**WORK REQUEST:** Identify each line below containing the string "restore" and copy it.
┌────────
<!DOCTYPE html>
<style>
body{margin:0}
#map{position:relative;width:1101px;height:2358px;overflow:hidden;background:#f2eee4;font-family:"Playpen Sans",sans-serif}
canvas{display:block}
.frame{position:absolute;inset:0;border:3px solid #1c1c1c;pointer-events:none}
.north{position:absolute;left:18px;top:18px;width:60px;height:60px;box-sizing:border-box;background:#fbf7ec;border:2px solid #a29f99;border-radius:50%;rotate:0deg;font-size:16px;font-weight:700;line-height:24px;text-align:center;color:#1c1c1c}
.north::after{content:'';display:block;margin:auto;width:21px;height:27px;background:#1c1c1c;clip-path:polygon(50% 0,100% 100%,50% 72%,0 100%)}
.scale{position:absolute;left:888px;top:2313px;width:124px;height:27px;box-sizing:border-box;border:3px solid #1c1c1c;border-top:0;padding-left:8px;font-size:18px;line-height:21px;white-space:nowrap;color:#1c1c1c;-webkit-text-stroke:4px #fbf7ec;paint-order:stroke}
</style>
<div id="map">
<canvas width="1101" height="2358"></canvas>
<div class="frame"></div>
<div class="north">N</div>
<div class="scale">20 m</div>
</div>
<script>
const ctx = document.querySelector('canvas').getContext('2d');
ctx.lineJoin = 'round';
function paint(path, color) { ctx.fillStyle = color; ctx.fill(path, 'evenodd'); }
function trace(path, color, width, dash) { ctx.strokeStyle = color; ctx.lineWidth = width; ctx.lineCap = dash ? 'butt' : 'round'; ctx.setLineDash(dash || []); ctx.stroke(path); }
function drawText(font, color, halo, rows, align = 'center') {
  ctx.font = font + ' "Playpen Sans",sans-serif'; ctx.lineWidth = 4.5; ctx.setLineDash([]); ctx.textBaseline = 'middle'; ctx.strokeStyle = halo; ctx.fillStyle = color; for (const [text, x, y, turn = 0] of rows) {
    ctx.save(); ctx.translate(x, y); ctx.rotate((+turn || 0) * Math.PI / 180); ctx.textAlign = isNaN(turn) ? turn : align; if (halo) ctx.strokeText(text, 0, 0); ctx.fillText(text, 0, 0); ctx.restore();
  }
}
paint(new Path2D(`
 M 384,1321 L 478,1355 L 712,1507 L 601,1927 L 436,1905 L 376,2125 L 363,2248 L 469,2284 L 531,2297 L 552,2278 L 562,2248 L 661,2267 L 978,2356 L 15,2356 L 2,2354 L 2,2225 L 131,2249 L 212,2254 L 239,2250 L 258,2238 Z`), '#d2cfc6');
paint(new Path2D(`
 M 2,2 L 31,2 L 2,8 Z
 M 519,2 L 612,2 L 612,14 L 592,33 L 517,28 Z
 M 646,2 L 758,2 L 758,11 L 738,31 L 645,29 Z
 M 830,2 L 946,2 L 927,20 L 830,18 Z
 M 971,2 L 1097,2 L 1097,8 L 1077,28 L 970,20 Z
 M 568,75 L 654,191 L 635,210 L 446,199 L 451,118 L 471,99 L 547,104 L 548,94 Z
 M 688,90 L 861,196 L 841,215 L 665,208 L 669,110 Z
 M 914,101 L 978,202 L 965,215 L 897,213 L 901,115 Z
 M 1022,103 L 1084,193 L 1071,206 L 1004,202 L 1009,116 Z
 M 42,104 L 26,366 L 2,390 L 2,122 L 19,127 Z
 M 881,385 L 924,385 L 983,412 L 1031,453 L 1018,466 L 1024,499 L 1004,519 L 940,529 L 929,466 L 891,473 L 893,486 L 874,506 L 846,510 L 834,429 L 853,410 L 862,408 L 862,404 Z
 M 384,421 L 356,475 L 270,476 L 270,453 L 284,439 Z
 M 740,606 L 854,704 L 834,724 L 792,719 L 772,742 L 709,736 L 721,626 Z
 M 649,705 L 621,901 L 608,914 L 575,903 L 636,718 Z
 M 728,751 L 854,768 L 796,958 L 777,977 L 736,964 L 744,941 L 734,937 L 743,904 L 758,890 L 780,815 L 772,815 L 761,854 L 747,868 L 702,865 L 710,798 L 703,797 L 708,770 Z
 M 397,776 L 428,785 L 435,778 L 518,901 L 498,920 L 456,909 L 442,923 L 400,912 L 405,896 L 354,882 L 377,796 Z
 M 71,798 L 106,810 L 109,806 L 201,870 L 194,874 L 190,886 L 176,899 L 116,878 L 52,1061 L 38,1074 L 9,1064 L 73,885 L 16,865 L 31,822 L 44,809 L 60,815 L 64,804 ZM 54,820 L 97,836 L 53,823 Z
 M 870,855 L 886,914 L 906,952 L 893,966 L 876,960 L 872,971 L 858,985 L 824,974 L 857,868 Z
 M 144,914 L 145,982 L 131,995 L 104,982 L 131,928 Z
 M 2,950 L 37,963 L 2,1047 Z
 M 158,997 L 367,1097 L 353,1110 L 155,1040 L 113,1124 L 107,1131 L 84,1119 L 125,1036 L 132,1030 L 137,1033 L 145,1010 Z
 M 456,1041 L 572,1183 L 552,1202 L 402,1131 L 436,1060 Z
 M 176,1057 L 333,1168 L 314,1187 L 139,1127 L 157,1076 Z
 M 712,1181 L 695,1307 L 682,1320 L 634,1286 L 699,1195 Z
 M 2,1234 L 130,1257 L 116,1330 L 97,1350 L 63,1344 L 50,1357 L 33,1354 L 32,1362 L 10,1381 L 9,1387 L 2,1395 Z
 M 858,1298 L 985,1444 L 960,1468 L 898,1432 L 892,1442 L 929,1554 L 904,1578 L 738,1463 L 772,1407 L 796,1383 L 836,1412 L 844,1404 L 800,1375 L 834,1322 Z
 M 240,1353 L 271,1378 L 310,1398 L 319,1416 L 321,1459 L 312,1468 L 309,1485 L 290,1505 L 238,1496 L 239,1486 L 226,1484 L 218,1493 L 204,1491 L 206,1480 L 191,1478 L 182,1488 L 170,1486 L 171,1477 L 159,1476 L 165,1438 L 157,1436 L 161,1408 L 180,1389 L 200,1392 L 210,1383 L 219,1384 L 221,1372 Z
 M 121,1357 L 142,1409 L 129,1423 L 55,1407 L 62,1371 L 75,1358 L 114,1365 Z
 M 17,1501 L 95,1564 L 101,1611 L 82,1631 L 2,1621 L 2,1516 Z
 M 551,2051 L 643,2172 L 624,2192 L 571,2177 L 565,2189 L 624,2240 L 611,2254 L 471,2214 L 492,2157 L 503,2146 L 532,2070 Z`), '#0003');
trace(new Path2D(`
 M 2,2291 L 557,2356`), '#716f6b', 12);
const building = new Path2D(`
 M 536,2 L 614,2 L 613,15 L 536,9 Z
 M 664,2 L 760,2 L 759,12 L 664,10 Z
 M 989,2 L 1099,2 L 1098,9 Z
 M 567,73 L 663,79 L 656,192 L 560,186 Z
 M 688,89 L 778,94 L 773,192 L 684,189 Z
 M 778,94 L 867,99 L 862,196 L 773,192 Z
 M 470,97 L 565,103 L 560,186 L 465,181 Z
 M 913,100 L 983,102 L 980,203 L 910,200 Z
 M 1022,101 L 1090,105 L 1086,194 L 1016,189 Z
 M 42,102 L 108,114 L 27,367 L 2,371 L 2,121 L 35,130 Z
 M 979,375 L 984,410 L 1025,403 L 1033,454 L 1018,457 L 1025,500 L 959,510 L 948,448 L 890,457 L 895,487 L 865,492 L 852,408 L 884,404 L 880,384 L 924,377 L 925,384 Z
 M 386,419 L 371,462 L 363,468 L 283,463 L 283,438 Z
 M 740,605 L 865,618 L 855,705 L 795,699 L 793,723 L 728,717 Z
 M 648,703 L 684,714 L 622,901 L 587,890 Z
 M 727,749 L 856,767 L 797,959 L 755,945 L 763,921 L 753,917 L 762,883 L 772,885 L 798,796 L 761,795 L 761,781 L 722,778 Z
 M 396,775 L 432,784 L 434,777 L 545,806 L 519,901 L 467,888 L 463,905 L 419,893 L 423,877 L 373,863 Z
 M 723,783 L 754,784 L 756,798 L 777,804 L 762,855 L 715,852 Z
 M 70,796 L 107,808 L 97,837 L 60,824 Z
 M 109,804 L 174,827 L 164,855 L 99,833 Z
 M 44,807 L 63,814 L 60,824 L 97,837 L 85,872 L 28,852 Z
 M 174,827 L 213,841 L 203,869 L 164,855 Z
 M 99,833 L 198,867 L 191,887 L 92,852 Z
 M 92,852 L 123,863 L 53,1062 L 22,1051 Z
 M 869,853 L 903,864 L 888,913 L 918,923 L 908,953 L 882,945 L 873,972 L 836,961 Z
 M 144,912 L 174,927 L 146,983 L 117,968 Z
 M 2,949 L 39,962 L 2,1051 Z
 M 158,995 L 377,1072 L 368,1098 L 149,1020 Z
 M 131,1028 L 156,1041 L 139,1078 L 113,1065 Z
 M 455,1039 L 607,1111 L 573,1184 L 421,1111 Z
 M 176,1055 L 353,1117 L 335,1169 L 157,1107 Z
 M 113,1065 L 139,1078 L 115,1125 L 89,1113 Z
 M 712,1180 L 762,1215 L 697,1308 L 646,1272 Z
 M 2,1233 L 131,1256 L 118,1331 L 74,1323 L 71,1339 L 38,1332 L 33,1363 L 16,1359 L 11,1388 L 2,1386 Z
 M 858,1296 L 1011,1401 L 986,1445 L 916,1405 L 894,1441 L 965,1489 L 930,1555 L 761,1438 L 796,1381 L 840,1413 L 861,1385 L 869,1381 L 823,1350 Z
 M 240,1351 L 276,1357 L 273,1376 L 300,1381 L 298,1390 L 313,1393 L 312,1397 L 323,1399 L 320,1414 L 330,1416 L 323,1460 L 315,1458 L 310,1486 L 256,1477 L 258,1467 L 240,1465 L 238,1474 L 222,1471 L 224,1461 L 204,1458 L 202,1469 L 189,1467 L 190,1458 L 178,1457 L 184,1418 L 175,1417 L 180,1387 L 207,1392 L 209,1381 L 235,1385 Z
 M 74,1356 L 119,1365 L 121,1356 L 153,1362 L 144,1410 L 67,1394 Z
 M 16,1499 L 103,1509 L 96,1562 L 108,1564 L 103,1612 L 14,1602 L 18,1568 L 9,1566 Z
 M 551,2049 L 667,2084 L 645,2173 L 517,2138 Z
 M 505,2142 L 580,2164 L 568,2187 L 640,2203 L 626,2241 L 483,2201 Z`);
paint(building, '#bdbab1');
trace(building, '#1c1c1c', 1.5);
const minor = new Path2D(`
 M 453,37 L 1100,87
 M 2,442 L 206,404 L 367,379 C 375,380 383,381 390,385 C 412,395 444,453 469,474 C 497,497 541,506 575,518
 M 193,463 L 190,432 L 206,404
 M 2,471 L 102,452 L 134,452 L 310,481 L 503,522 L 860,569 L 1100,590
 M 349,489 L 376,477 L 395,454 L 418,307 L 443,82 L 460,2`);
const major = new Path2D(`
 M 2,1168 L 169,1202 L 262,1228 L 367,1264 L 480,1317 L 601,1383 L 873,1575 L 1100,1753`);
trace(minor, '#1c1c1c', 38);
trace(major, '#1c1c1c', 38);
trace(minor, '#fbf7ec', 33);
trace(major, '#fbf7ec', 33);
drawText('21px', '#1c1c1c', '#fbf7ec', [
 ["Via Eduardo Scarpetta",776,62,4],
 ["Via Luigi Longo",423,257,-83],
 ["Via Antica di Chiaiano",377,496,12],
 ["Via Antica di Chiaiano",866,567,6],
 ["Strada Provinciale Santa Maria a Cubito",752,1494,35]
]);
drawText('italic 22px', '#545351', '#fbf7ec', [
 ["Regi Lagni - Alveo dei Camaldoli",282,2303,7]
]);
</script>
└────────
┌────────
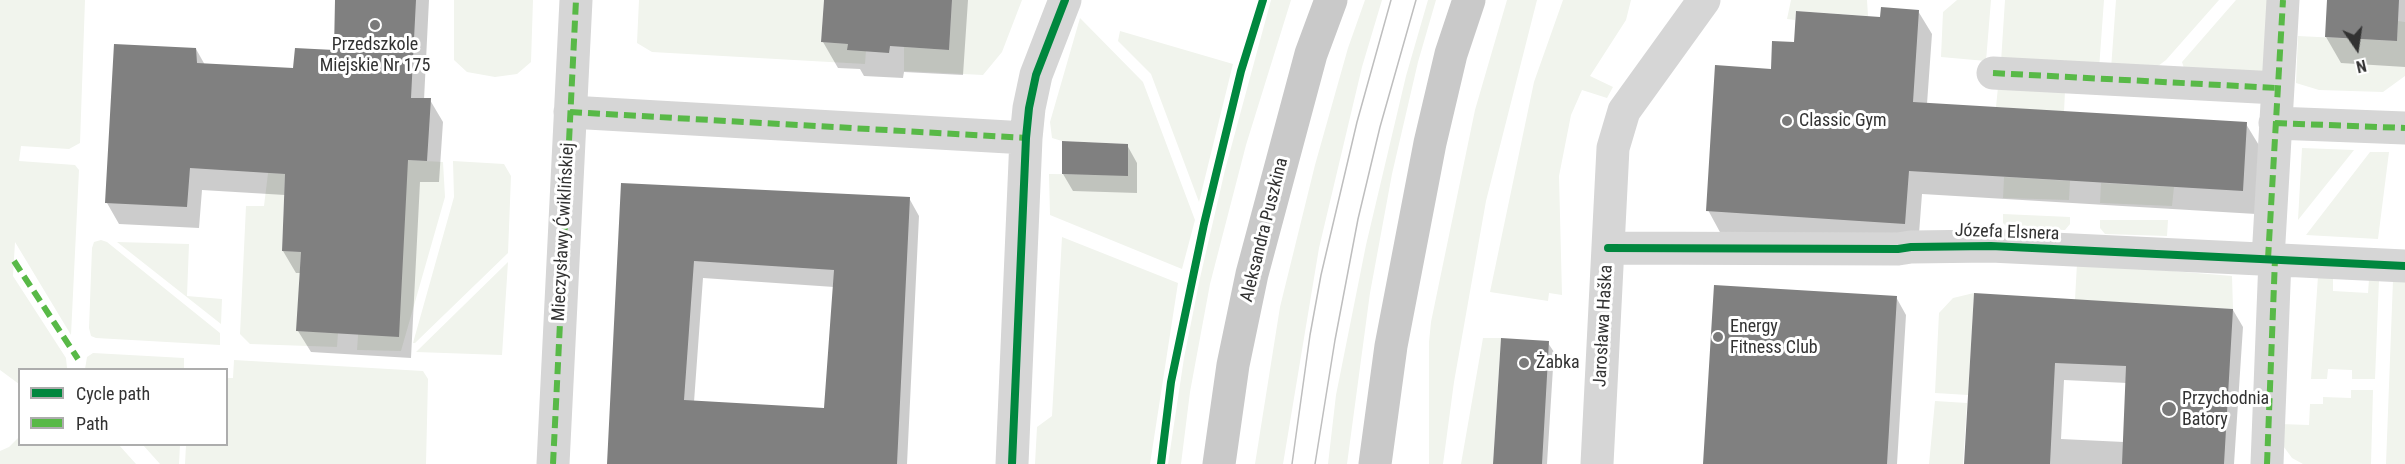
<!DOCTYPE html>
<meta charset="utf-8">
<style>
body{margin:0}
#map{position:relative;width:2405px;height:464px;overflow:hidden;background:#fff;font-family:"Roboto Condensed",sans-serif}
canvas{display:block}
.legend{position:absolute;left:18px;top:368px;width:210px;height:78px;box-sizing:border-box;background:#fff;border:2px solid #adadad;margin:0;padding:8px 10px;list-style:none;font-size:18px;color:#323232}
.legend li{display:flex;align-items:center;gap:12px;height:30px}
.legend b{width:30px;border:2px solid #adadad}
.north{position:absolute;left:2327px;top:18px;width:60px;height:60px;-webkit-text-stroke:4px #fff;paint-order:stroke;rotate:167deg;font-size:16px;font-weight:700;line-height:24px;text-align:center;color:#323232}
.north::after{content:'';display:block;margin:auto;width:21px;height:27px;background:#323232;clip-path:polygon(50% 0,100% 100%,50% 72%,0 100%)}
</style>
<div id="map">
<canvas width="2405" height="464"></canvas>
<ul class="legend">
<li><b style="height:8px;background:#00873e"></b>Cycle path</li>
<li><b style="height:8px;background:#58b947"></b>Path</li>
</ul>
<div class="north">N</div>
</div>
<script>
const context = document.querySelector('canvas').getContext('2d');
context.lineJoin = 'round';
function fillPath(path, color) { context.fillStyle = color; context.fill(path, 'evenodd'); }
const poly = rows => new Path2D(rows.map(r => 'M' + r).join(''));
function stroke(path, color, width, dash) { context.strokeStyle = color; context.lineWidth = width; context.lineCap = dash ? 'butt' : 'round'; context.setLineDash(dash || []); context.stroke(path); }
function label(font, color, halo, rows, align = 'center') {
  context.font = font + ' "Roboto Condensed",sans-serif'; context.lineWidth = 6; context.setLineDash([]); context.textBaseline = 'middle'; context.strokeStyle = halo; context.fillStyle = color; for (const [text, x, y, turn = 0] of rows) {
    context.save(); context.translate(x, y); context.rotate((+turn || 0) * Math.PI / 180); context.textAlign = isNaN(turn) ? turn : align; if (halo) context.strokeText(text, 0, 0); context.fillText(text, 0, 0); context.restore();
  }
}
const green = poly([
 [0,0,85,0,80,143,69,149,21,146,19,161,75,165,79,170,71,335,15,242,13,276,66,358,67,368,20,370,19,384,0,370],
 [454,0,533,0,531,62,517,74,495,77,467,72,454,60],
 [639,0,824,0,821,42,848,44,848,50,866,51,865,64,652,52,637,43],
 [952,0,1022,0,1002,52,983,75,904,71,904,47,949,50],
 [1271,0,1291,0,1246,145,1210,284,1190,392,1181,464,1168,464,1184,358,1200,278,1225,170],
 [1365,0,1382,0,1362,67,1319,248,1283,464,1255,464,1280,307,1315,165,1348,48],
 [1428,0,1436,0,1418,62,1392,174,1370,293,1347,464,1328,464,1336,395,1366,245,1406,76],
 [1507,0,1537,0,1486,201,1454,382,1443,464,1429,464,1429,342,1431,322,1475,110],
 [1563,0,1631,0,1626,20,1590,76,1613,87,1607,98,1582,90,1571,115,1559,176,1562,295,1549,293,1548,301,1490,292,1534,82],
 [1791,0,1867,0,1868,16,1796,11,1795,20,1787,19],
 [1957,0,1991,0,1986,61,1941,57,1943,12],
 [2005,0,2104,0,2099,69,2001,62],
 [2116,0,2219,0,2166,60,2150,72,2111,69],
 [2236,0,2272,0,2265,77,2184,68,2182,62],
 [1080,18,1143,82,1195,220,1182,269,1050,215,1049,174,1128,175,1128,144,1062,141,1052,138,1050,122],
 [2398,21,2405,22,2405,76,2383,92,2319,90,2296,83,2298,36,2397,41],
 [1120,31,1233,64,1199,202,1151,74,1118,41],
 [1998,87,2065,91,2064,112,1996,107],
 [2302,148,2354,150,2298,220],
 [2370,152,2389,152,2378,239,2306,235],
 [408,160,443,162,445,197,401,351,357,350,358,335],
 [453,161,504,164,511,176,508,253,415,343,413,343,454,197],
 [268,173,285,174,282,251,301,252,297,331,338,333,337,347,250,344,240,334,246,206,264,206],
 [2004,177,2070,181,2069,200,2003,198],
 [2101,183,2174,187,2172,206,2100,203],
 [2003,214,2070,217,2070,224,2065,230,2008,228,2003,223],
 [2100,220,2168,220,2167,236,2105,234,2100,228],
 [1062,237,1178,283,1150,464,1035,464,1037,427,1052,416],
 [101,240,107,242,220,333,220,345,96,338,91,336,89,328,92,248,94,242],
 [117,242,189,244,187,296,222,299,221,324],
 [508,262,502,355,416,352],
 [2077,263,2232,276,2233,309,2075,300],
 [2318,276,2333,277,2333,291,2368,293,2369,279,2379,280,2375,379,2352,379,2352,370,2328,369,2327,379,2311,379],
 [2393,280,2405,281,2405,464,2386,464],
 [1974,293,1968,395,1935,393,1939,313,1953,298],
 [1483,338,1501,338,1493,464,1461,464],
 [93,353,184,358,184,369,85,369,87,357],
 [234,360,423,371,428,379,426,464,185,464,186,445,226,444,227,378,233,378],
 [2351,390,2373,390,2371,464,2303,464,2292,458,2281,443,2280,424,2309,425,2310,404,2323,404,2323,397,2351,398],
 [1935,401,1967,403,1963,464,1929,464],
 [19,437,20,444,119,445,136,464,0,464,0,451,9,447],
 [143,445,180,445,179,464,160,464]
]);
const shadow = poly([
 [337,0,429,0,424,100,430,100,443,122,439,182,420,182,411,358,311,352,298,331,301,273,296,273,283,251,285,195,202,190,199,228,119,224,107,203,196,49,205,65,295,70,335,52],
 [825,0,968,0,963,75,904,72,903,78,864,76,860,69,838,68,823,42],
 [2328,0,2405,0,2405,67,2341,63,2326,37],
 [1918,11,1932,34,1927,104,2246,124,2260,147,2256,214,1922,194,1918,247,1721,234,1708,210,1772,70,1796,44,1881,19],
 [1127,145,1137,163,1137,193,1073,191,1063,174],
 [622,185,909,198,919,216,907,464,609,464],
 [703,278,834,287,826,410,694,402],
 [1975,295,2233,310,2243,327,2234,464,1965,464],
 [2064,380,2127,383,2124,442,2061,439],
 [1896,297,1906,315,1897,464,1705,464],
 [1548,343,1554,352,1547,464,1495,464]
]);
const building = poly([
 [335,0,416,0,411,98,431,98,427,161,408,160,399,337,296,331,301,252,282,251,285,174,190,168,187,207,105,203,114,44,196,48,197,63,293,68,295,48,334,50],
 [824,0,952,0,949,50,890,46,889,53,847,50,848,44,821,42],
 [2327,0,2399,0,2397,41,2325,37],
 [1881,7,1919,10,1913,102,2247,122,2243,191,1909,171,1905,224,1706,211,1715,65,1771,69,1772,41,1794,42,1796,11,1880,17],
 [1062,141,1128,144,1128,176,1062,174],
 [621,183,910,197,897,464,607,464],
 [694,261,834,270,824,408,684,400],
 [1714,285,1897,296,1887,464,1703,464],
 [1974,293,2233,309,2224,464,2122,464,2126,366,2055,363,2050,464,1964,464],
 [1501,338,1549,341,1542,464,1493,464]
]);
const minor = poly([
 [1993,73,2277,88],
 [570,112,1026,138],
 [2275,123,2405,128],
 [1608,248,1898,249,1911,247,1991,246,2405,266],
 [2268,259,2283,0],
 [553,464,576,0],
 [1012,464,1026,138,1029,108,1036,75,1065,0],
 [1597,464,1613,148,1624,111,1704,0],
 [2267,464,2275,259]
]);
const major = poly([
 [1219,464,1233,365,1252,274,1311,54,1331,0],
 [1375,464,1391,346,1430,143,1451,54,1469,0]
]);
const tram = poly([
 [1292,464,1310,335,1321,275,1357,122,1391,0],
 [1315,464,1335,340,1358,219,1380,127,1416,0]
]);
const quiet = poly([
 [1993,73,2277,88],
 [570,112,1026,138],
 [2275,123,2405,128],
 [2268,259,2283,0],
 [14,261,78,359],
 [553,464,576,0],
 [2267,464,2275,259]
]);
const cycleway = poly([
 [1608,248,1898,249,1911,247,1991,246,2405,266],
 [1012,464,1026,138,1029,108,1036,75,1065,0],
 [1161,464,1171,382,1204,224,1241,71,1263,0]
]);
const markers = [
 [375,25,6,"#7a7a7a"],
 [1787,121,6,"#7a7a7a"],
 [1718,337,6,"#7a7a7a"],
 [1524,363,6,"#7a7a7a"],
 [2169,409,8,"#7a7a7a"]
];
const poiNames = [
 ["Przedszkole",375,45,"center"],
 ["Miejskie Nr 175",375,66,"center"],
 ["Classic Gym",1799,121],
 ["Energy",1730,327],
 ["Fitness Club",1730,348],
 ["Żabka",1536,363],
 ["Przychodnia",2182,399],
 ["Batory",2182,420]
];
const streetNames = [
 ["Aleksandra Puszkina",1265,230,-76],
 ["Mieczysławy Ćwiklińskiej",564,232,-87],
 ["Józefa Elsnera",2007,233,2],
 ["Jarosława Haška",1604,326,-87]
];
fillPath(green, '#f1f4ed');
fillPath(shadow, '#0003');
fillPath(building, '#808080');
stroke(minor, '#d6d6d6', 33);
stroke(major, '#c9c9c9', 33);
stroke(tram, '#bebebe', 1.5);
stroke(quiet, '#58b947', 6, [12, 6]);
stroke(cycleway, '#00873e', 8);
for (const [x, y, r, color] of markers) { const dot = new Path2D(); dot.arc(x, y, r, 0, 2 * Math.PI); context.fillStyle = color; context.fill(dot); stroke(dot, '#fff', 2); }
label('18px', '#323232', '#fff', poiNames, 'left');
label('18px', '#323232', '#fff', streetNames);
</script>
└────────
**SOLUTION:**
    ctx.save(); ctx.translate(x, y); ctx.rotate((+turn || 0) * Math.PI / 180); ctx.textAlign = isNaN(turn) ? turn : align; if (halo) ctx.strokeText(text, 0, 0); ctx.fillText(text, 0, 0); ctx.restore();
    context.save(); context.translate(x, y); context.rotate((+turn || 0) * Math.PI / 180); context.textAlign = isNaN(turn) ? turn : align; if (halo) context.strokeText(text, 0, 0); context.fillText(text, 0, 0); context.restore();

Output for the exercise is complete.